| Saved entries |
_ _ _
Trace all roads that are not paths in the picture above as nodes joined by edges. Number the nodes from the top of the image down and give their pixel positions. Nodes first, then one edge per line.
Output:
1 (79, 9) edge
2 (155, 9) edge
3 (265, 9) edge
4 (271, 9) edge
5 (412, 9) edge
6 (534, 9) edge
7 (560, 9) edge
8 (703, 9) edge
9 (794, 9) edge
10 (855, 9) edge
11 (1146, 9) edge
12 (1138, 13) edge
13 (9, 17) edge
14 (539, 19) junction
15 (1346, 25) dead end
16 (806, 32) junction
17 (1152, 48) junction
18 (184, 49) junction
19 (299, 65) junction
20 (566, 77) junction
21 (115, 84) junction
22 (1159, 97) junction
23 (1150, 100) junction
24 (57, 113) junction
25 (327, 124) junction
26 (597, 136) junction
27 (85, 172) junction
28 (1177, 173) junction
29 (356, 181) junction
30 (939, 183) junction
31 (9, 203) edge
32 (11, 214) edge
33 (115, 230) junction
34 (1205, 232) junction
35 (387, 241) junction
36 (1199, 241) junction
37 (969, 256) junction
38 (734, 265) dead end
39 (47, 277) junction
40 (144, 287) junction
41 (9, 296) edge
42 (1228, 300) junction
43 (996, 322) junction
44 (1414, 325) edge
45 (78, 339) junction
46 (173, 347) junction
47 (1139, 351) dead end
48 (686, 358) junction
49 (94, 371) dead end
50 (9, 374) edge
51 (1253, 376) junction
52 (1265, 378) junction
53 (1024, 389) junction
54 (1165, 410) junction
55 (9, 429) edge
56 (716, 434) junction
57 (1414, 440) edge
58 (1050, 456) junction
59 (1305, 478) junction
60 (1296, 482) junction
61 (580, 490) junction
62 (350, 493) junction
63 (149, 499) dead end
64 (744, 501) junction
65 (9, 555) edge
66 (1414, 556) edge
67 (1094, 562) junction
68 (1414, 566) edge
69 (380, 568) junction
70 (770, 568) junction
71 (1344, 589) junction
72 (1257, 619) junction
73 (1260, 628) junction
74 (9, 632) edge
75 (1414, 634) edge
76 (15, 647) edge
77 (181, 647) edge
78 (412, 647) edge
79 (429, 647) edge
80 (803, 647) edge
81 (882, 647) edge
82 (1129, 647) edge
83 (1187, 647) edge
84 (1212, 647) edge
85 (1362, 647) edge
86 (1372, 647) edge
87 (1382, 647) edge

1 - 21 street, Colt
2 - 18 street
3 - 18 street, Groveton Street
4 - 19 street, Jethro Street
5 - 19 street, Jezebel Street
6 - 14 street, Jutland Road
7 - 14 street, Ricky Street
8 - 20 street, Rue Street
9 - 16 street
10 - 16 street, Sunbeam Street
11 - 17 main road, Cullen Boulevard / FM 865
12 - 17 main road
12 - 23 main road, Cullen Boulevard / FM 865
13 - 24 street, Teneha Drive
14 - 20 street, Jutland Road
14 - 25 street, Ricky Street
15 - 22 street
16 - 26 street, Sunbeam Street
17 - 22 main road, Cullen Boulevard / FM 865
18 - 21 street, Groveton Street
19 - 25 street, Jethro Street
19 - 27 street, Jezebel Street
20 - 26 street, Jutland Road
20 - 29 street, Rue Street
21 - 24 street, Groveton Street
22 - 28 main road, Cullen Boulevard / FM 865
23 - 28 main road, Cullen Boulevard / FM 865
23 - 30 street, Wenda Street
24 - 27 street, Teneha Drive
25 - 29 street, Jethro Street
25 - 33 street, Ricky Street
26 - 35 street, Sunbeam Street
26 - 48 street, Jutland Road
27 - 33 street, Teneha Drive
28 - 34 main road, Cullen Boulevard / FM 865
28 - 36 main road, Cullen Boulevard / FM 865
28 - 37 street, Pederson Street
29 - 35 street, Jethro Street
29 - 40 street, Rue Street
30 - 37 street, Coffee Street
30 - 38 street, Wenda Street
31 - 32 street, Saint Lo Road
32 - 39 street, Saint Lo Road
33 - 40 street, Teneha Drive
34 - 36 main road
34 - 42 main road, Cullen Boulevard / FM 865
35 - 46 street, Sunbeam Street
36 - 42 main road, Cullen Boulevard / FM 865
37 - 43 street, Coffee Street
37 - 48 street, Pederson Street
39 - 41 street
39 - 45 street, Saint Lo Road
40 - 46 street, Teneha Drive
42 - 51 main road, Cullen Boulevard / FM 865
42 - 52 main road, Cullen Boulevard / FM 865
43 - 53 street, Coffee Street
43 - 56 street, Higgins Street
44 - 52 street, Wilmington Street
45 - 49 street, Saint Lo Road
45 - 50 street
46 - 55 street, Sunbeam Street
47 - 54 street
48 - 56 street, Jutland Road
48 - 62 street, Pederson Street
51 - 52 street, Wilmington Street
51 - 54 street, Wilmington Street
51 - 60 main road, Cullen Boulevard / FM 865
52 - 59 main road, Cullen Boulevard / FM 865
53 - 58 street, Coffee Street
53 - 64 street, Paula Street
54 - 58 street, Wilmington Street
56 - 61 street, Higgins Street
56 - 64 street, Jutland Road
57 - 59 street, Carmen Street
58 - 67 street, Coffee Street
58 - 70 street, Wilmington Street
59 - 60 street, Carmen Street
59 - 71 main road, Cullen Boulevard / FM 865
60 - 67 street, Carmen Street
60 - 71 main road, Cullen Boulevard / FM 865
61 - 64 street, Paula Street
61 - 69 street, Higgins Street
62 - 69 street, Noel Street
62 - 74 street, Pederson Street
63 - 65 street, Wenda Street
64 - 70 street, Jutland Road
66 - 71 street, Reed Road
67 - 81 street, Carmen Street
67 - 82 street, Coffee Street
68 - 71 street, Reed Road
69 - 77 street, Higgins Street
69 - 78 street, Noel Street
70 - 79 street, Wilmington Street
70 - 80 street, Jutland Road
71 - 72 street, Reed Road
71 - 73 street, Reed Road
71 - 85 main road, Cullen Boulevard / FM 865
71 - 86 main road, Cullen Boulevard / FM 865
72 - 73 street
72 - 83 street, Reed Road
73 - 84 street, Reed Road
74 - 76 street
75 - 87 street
_ _ _
Could every record be printed again exactly as it reads?

Trace all roads that are not paths in the picture above as nodes joined by edges. Number the nodes from the top of the image down and give their pixel positions. Nodes first, then one edge per line.
Output:
1 (79, 9) edge
2 (155, 9) edge
3 (265, 9) edge
4 (271, 9) edge
5 (412, 9) edge
6 (534, 9) edge
7 (560, 9) edge
8 (703, 9) edge
9 (794, 9) edge
10 (855, 9) edge
11 (1146, 9) edge
12 (1138, 13) edge
13 (9, 17) edge
14 (539, 19) junction
15 (1346, 25) dead end
16 (806, 32) junction
17 (1152, 48) junction
18 (184, 49) junction
19 (299, 65) junction
20 (566, 77) junction
21 (115, 84) junction
22 (1159, 97) junction
23 (1150, 100) junction
24 (57, 113) junction
25 (327, 124) junction
26 (597, 136) junction
27 (85, 172) junction
28 (1177, 173) junction
29 (356, 181) junction
30 (939, 183) junction
31 (9, 203) edge
32 (11, 214) edge
33 (115, 230) junction
34 (1205, 232) junction
35 (387, 241) junction
36 (1199, 241) junction
37 (969, 256) junction
38 (734, 265) dead end
39 (47, 277) junction
40 (144, 287) junction
41 (9, 296) edge
42 (1228, 300) junction
43 (996, 322) junction
44 (1414, 325) edge
45 (78, 339) junction
46 (173, 347) junction
47 (1139, 351) dead end
48 (686, 358) junction
49 (94, 371) dead end
50 (9, 374) edge
51 (1253, 376) junction
52 (1265, 378) junction
53 (1024, 389) junction
54 (1165, 410) junction
55 (9, 429) edge
56 (716, 434) junction
57 (1414, 440) edge
58 (1050, 456) junction
59 (1305, 478) junction
60 (1296, 482) junction
61 (580, 490) junction
62 (350, 493) junction
63 (149, 499) dead end
64 (744, 501) junction
65 (9, 555) edge
66 (1414, 556) edge
67 (1094, 562) junction
68 (1414, 566) edge
69 (380, 568) junction
70 (770, 568) junction
71 (1344, 589) junction
72 (1257, 619) junction
73 (1260, 628) junction
74 (9, 632) edge
75 (1414, 634) edge
76 (15, 647) edge
77 (181, 647) edge
78 (412, 647) edge
79 (429, 647) edge
80 (803, 647) edge
81 (882, 647) edge
82 (1129, 647) edge
83 (1187, 647) edge
84 (1212, 647) edge
85 (1362, 647) edge
86 (1372, 647) edge
87 (1382, 647) edge

1 - 21 street, Colt
2 - 18 street
3 - 18 street, Groveton Street
4 - 19 street, Jethro Street
5 - 19 street, Jezebel Street
6 - 14 street, Jutland Road
7 - 14 street, Ricky Street
8 - 20 street, Rue Street
9 - 16 street
10 - 16 street, Sunbeam Street
11 - 17 main road, Cullen Boulevard / FM 865
12 - 17 main road
12 - 23 main road, Cullen Boulevard / FM 865
13 - 24 street, Teneha Drive
14 - 20 street, Jutland Road
14 - 25 street, Ricky Street
15 - 22 street
16 - 26 street, Sunbeam Street
17 - 22 main road, Cullen Boulevard / FM 865
18 - 21 street, Groveton Street
19 - 25 street, Jethro Street
19 - 27 street, Jezebel Street
20 - 26 street, Jutland Road
20 - 29 street, Rue Street
21 - 24 street, Groveton Street
22 - 28 main road, Cullen Boulevard / FM 865
23 - 28 main road, Cullen Boulevard / FM 865
23 - 30 street, Wenda Street
24 - 27 street, Teneha Drive
25 - 29 street, Jethro Street
25 - 33 street, Ricky Street
26 - 35 street, Sunbeam Street
26 - 48 street, Jutland Road
27 - 33 street, Teneha Drive
28 - 34 main road, Cullen Boulevard / FM 865
28 - 36 main road, Cullen Boulevard / FM 865
28 - 37 street, Pederson Street
29 - 35 street, Jethro Street
29 - 40 street, Rue Street
30 - 37 street, Coffee Street
30 - 38 street, Wenda Street
31 - 32 street, Saint Lo Road
32 - 39 street, Saint Lo Road
33 - 40 street, Teneha Drive
34 - 36 main road
34 - 42 main road, Cullen Boulevard / FM 865
35 - 46 street, Sunbeam Street
36 - 42 main road, Cullen Boulevard / FM 865
37 - 43 street, Coffee Street
37 - 48 street, Pederson Street
39 - 41 street
39 - 45 street, Saint Lo Road
40 - 46 street, Teneha Drive
42 - 51 main road, Cullen Boulevard / FM 865
42 - 52 main road, Cullen Boulevard / FM 865
43 - 53 street, Coffee Street
43 - 56 street, Higgins Street
44 - 52 street, Wilmington Street
45 - 49 street, Saint Lo Road
45 - 50 street
46 - 55 street, Sunbeam Street
47 - 54 street
48 - 56 street, Jutland Road
48 - 62 street, Pederson Street
51 - 52 street, Wilmington Street
51 - 54 street, Wilmington Street
51 - 60 main road, Cullen Boulevard / FM 865
52 - 59 main road, Cullen Boulevard / FM 865
53 - 58 street, Coffee Street
53 - 64 street, Paula Street
54 - 58 street, Wilmington Street
56 - 61 street, Higgins Street
56 - 64 street, Jutland Road
57 - 59 street, Carmen Street
58 - 67 street, Coffee Street
58 - 70 street, Wilmington Street
59 - 60 street, Carmen Street
59 - 71 main road, Cullen Boulevard / FM 865
60 - 67 street, Carmen Street
60 - 71 main road, Cullen Boulevard / FM 865
61 - 64 street, Paula Street
61 - 69 street, Higgins Street
62 - 69 street, Noel Street
62 - 74 street, Pederson Street
63 - 65 street, Wenda Street
64 - 70 street, Jutland Road
66 - 71 street, Reed Road
67 - 81 street, Carmen Street
67 - 82 street, Coffee Street
68 - 71 street, Reed Road
69 - 77 street, Higgins Street
69 - 78 street, Noel Street
70 - 79 street, Wilmington Street
70 - 80 street, Jutland Road
71 - 72 street, Reed Road
71 - 73 street, Reed Road
71 - 85 main road, Cullen Boulevard / FM 865
71 - 86 main road, Cullen Boulevard / FM 865
72 - 73 street
72 - 83 street, Reed Road
73 - 84 street, Reed Road
74 - 76 street
75 - 87 street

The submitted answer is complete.